On November 1, 2019, the Company completed its acquisition of SBC. SBC was the parent company of Countryside Bank. Through this business combination, the Company acquired Countryside Bank's six banking offices located in Countryside, Burbank, Darien, Homer Glen, Oak Brook and Chicago, Illinois. As of the acquisition date, the Company acquired approximately $619.8 million in assets, including approximately $423.0 million in loans, and approximately $507.8 million in deposits. The Company recorded goodwill of approximately $40.3 million related to the acquisition.

On October 7, 2019, the Company completed its acquisition of STC. STC was the parent company of STC Capital Bank. Through this business combination, the Company acquired STC Capital Bank's five banking offices located in the communities of St. Charles, Geneva and South Elgin, Illinois. As of the acquisition date, the Company acquired approximately $250.1 million in assets, including approximately $174.3 million in loans, and approximately $201.2 million in deposits. The Company recorded goodwill of approximately $19.1 million related to the acquisition.

On May 24, 2019, the Company completed its acquisition of ROC. ROC was the parent company of Oak Bank. Through this business combination, the Company acquired Oak Bank's one banking location in Chicago, Illinois. As of the acquisition date, the Company acquired approximately $223.4 million in assets, including approximately $124.7 million in loans, and approximately $161.2 million in deposits. The Company recorded goodwill of approximately $11.7 million related to the acquisition.

On December 7, 2018, the Company completed its acquisition of certain assets and the assumption of certain liabilities of AEB. Through this asset acquisition, the Company acquired approximately $164.0 million in assets, including approximately $119.3 million in loans, and approximately $150.8 million in deposits.

On August 1, 2018, the Company completed its acquisition of CSC. CSC was the parent company of Delaware Place Bank. Through this business combination, the Company acquired Delaware Place Bank's one banking location in Chicago, Illinois. As of the acquisition date, the Company acquired approximately $282.8 million in assets, including approximately $152.7 million in loans, and approximately $213.1 million in deposits. Additionally, the Company recorded goodwill of approximately $26.6 million related to the acquisition.
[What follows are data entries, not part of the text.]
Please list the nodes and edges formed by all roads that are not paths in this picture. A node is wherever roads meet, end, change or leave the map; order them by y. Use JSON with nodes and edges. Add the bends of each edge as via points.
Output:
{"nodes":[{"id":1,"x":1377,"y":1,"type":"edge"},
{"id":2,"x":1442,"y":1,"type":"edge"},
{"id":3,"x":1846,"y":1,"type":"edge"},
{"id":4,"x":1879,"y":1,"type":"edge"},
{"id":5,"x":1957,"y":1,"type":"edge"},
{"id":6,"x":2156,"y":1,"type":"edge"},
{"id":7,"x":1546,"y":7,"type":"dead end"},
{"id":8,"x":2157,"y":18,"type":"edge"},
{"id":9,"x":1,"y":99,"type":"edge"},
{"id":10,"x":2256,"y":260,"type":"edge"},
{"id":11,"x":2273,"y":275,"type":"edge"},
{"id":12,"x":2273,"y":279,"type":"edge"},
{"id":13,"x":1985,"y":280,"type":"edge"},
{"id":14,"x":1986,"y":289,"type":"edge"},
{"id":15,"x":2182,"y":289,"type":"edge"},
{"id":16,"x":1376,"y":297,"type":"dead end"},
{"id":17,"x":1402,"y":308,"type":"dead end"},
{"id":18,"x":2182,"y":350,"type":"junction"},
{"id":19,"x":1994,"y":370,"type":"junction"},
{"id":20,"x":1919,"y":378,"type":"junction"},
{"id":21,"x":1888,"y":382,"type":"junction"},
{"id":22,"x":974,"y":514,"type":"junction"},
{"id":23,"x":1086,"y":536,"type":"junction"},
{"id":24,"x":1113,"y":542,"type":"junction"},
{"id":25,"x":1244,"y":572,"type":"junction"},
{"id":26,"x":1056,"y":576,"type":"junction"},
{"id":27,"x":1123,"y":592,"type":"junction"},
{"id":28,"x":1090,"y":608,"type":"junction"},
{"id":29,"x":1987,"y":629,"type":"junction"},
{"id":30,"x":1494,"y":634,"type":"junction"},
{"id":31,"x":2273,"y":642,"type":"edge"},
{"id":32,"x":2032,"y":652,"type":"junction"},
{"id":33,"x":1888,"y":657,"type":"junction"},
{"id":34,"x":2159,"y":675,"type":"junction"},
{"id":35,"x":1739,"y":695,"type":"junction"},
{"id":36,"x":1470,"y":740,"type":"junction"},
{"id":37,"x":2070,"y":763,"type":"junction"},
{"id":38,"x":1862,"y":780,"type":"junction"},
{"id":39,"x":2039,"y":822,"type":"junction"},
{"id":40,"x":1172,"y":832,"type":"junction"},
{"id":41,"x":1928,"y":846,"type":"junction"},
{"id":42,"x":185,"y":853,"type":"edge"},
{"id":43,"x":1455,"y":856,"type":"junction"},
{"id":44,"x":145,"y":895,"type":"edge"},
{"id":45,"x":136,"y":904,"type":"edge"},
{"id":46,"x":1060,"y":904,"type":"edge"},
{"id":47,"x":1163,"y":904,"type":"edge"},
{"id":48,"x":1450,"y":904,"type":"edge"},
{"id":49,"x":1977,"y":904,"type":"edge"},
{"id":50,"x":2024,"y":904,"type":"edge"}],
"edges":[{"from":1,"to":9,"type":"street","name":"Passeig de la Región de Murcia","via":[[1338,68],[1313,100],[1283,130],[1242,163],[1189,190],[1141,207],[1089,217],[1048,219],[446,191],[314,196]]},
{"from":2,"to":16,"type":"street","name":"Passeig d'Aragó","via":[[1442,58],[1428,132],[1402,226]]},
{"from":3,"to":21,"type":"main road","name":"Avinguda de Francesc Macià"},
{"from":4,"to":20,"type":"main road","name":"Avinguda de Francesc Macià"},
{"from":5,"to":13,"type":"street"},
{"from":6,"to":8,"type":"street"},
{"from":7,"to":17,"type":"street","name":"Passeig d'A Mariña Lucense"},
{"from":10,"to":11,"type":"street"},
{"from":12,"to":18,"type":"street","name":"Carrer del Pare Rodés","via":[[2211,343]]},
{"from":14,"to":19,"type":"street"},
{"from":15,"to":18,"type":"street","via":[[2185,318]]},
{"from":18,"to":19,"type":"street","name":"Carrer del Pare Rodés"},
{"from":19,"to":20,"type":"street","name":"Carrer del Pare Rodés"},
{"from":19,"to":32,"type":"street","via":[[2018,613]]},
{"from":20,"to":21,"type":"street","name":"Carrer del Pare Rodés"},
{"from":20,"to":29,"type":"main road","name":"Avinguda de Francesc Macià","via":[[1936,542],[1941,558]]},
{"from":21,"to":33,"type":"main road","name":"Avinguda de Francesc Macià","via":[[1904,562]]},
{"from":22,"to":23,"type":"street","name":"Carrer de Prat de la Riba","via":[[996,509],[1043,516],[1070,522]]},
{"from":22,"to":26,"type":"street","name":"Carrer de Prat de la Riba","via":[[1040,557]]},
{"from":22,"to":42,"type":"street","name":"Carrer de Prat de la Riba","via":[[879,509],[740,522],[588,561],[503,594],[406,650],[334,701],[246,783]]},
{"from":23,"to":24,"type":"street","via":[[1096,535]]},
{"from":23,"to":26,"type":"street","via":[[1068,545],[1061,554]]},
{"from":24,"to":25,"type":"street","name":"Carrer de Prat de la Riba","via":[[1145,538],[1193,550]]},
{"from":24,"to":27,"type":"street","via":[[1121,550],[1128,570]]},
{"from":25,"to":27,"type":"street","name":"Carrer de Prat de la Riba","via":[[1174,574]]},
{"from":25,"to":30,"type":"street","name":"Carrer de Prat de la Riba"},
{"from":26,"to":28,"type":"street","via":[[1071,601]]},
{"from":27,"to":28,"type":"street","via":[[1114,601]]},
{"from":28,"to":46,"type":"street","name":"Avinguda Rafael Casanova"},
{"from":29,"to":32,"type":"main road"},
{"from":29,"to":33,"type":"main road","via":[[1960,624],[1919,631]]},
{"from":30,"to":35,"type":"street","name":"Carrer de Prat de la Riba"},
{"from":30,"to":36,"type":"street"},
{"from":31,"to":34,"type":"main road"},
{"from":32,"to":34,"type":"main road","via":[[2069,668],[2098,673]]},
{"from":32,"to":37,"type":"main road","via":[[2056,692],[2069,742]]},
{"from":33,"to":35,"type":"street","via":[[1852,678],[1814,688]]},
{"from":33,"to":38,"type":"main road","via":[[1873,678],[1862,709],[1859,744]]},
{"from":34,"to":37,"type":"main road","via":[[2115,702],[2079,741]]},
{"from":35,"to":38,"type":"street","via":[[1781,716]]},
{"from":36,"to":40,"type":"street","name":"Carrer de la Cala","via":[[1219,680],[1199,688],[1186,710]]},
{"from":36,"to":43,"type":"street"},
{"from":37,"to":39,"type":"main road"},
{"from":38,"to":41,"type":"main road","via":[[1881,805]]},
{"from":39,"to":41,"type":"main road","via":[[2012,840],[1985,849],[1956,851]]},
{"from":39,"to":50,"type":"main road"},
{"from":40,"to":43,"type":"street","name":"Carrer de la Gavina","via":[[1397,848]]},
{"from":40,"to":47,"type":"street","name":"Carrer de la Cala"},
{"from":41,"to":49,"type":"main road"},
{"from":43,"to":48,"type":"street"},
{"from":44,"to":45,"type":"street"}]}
Wealth Management Acquisitions

On December 14, 2018, the Company acquired Elektra, the parent company of CDEC. CDEC is a provider of Qualified Intermediary services (as defined by U.S. Treasury regulations) for taxpayers seeking to structure tax-deferred like-kind exchanges under Internal Revenue Code Section 1031. CDEC has successfully facilitated more than 8,000 like-kind exchanges in the past decade for taxpayers nationwide. These transactions typically generate customer deposits during the period following the sale of the property until such proceeds are used to purchase a replacement property. The Company recorded goodwill of approximately $37.3 million related to the acquisition.

Mortgage Banking Acquisitions

On January 4, 2018, the Company acquired Veterans First with assets including mortgage-servicing-rights on approximately 10,000 loans, totaling an estimated $1.6 billion in unpaid principal balance. The Company recorded goodwill of approximately $9.1 million related to the acquisition.

On February 14, 2017, the Company acquired certain assets and assumed certain liabilities of the mortgage banking business of AHM. The Company recorded goodwill of approximately $1.0 million related to the acquisition.

PCI loans

Purchased loans acquired in a business combination are recorded at estimated fair value on their purchase date. For PCI loans, expected future cash flows at the purchase date in excess of the fair value of loans are recorded as interest income over the life of the loans if the timing and amount of the future cash flows is reasonably estimable (“accretable yield”). The difference between contractually required payments and the cash flows expected to be collected at acquisition is referred to as the non-accretable difference and represents probable losses in the portfolio.

In determining the acquisition date fair value of PCI loans, and in subsequent accounting, the Company aggregates these purchased loans into pools of loans by common risk characteristics, such as credit risk rating and loan type. Subsequent to the purchase date, increases in cash flows over those expected at the purchase date are recognized as interest income prospectively. Subsequent decreases to the expected cash flows will result in a provision for loan losses.

The Company purchased a portfolio of life insurance premium finance receivables in 2009. These purchased life insurance premium finance receivables are valued on an individual basis. If credit related conditions deteriorate, an allowance related to these loans will be established as part of the provision for credit losses.